A blue pigment that can be harvested from algae would seem more profitable than acquiring it from plants and having to deal with the remaining organic waste matter. However, large scale and sustainable cultivation of these diatoms can still be challenging. Safe for being a pretty colour, marennine also has proven to function as an antioxidant and could even function as a pH-indicator (blue = acidic, green = alkalic). Marennine can also react when coming into contact with biogenic amines originating from decomposing fish, such as putrescine, cadaverine, tyramine, dimethylamine and trimethylamine, rendering the pigment interesting as for food safety control.
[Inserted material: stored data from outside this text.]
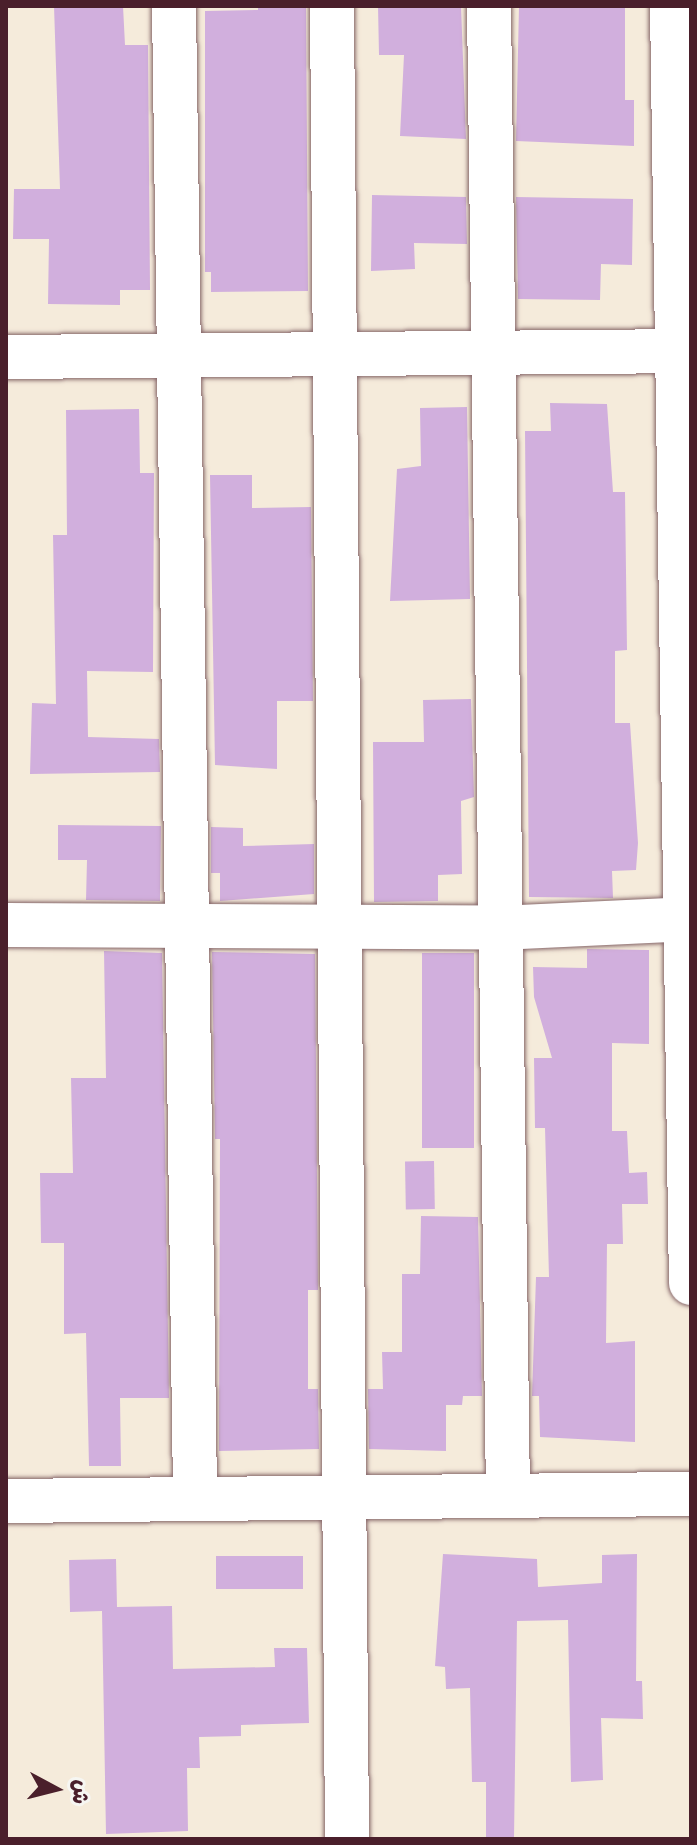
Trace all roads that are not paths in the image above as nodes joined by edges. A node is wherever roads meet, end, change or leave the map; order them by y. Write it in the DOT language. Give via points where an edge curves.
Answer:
graph roads {
  1 [pos="174,6"];
  2 [pos="332,6"];
  3 [pos="489,6"];
  4 [pos="672,6"];
  5 [pos="683,352"];
  6 [pos="490,353"];
  7 [pos="332,354"];
  8 [pos="180,355"];
  9 [pos="6,357"];
  10 [pos="689,919"];
  11 [pos="6,925"];
  12 [pos="191,927"];
  13 [pos="499,928"];
  14 [pos="338,929"];
  15 [pos="691,1283"];
  16 [pos="691,1494"];
  17 [pos="508,1496"];
  18 [pos="345,1498"];
  19 [pos="195,1499"];
  20 [pos="6,1501"];
  21 [pos="347,1839"];
  1 -- 8 [label="street"];
  2 -- 7 [label="street"];
  3 -- 6 [label="street"];
  4 -- 5 [label="street"];
  5 -- 6 [label="street"];
  5 -- 10 [label="street"];
  6 -- 7 [label="street"];
  6 -- 13 [label="street"];
  7 -- 8 [label="street"];
  7 -- 14 [label="street"];
  8 -- 9 [label="street"];
  8 -- 12 [label="street"];
  10 -- 13 [label="street"];
  10 -- 15 [label="street"];
  11 -- 12 [label="street"];
  12 -- 14 [label="street"];
  12 -- 19 [label="street"];
  13 -- 14 [label="street"];
  13 -- 17 [label="street"];
  14 -- 18 [label="street"];
  16 -- 17 [label="street"];
  17 -- 18 [label="street"];
  18 -- 19 [label="street"];
  18 -- 21 [label="street"];
  19 -- 20 [label="street"];
}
The pigment can also act as an anti-proliferating agent and thus counteract cell growth. This has been successfully proven to work on a few cancer cell lines (e.g. melanoma, ovaries, colon, kidney, lung, breast). It has also proven to have antiviral properties against the HSV1 herpes virus and antibacterial properties against the Vibrio aestuarianus pathogen, but not a broad bacterial spectrum for human interests. However, it still plays a crucial role in the shaping of the microbiome surrounding Haslea ostrearia, as benthic diatoms and bacteria have a very close symbiotic relationship. This can also explain the absence of a variety of other microorganisms during Haslea blooms.

What Was Old Is New Again: The Pennate Diatom Haslea ostrearia (Gaillon) Simonsen in the Multi-Omic Age. Gabed et al., Marine Drugs (2022).

Marennine, Promising Blue Pigments from a Widespread Haslea Diatom Species Complex. Gastineau et al., Marine Drugs (2014).

Harmful or harmless: Biological effects of marennine on marine organisms.

 

Haematococcus lacustris (DCG 0565)

Astaxanthin is a valuable red pigment produced by Haematococcus species. When in stressful environments, Haematococcus sp. forms resting spores which contain a lot of astaxanthin. When Haematococcus is consumed by shrimp, astaxanthin is incorporated into their exoskeleton, giving them a red color. The same applies to filterfeeding fish, as the astaxanthin collects in the meat of the fish, giving it a nice red color.

Did you know? Flamingos become pink due to their diet consisting of shrimp whose diet consists of Haematococcus algae! 

 

 

Plasmids

Green fluorescent protein (GFP)

Green fluorescent protein is a commonly used marker gene in biotechnology. It was originally isolated from the jellyfish Aequorea Victoria. When exposed to blue light, GFP will emit a bright green fluorescence.

Scientists have created analogous proteins based on GFP, and later found and created other proteins with similar functions. Each of them emits a different colour after exposure to light of a specific wavelength. Through the use of plasmids, biotechnologists can create cells that express the proteins under study, fused to a fluorescent marker. Using several markers at the same time allows scientists to label different cell proteins simultaneously, each with a different fluorescent protein. The result is a colourful spectacle that shows us exactly how a cell is made and how cell components move over time.

In more complex experiments, various cell components can be marked via fluorescently labeled antibodies, which also means labeling is no longer limited to proteins. In this case, the result becomes even more breathtaking.